_TASK BRIEF_
Copy out all of the lines below exactly; the pictures do not belong in the copy.

[Records from a collection]
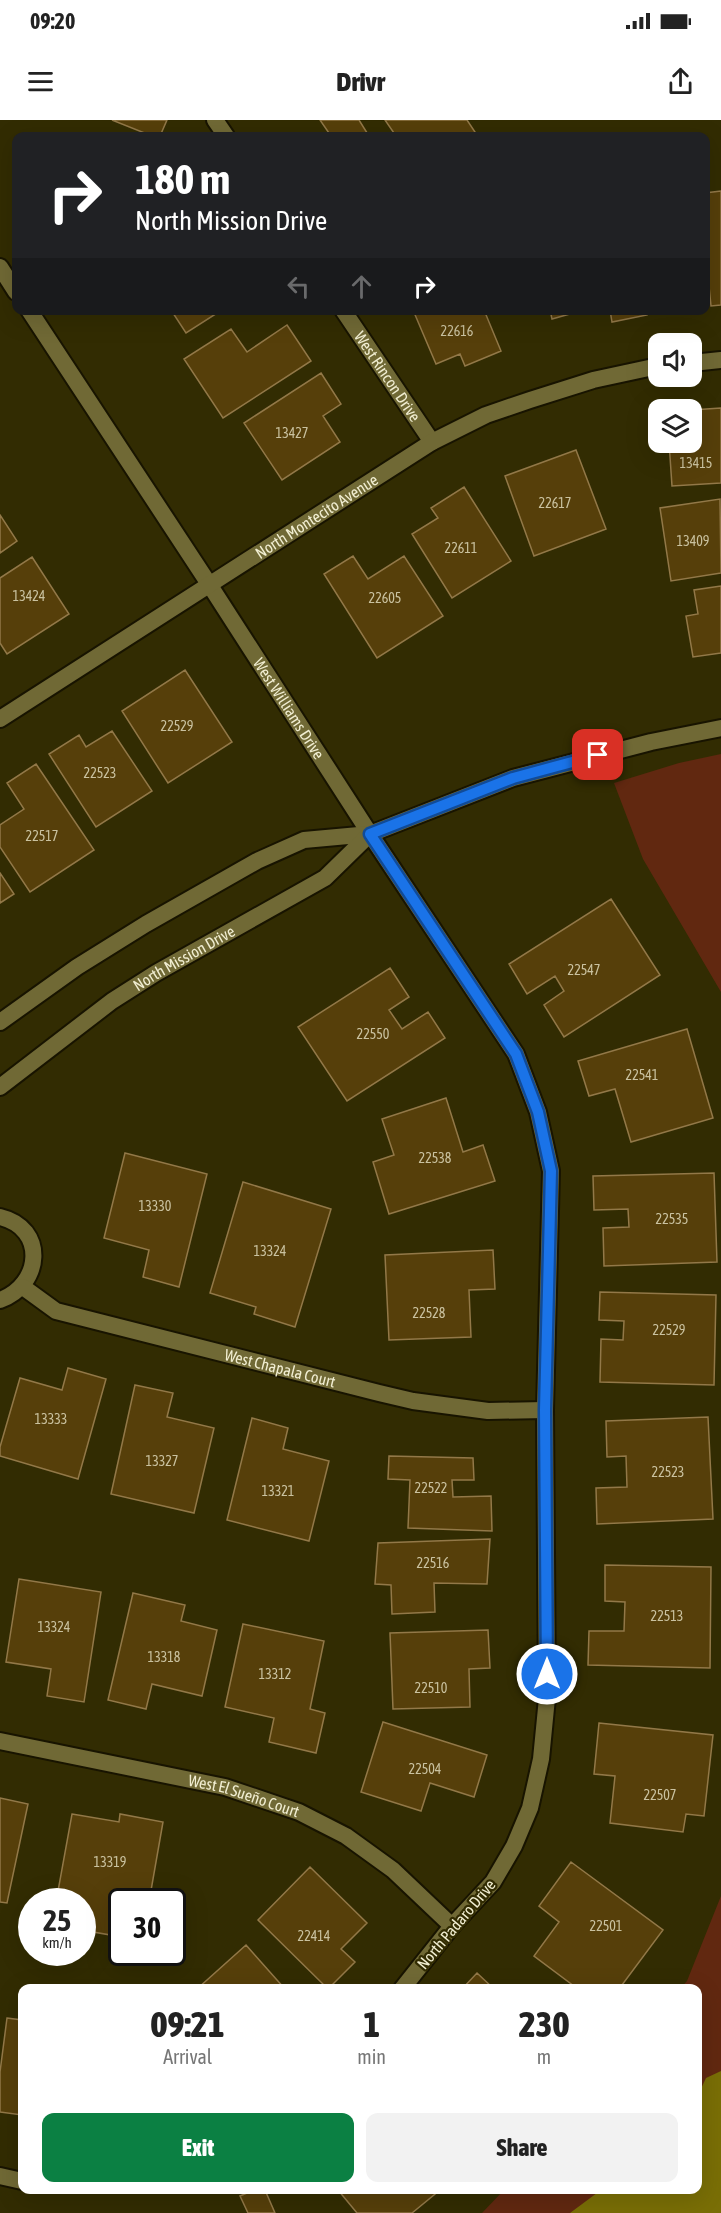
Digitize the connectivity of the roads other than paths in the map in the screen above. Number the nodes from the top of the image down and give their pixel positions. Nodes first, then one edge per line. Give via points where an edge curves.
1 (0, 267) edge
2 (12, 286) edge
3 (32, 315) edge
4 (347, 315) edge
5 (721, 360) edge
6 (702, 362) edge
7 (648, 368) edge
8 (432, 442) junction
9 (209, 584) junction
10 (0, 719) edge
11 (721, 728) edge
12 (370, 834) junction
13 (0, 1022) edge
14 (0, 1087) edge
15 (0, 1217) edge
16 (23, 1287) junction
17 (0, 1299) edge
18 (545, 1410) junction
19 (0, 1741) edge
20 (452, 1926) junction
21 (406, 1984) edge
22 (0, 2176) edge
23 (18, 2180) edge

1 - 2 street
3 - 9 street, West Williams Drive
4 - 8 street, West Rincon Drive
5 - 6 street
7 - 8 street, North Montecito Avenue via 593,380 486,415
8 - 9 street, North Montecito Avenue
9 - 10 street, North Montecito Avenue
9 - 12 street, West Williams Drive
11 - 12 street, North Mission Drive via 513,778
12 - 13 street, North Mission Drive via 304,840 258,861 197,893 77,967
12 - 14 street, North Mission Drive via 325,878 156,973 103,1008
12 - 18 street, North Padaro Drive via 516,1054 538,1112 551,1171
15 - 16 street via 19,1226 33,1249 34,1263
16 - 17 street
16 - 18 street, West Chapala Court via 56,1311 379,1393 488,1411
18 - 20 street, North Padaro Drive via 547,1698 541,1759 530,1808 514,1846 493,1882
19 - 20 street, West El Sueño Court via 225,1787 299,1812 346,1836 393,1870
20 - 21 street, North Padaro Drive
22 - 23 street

_TASK RESULT_
Digitize the connectivity of the roads other than paths in the map in the screen above. Number the nodes from the top of the image down and give their pixel positions. Nodes first, then one edge per line. Give via points where an edge curves.
1 (0, 267) edge
2 (12, 286) edge
3 (32, 315) edge
4 (347, 315) edge
5 (721, 360) edge
6 (702, 362) edge
7 (648, 368) edge
8 (432, 442) junction
9 (209, 584) junction
10 (0, 719) edge
11 (721, 728) edge
12 (370, 834) junction
13 (0, 1022) edge
14 (0, 1087) edge
15 (0, 1217) edge
16 (23, 1287) junction
17 (0, 1299) edge
18 (545, 1410) junction
19 (0, 1741) edge
20 (452, 1926) junction
21 (406, 1984) edge
22 (0, 2176) edge
23 (18, 2180) edge

1 - 2 street
3 - 9 street, West Williams Drive
4 - 8 street, West Rincon Drive
5 - 6 street
7 - 8 street, North Montecito Avenue via 593,380 486,415
8 - 9 street, North Montecito Avenue
9 - 10 street, North Montecito Avenue
9 - 12 street, West Williams Drive
11 - 12 street, North Mission Drive via 513,778
12 - 13 street, North Mission Drive via 304,840 258,861 197,893 77,967
12 - 14 street, North Mission Drive via 325,878 156,973 103,1008
12 - 18 street, North Padaro Drive via 516,1054 538,1112 551,1171
15 - 16 street via 19,1226 33,1249 34,1263
16 - 17 street
16 - 18 street, West Chapala Court via 56,1311 379,1393 488,1411
18 - 20 street, North Padaro Drive via 547,1698 541,1759 530,1808 514,1846 493,1882
19 - 20 street, West El Sueño Court via 225,1787 299,1812 346,1836 393,1870
20 - 21 street, North Padaro Drive
22 - 23 street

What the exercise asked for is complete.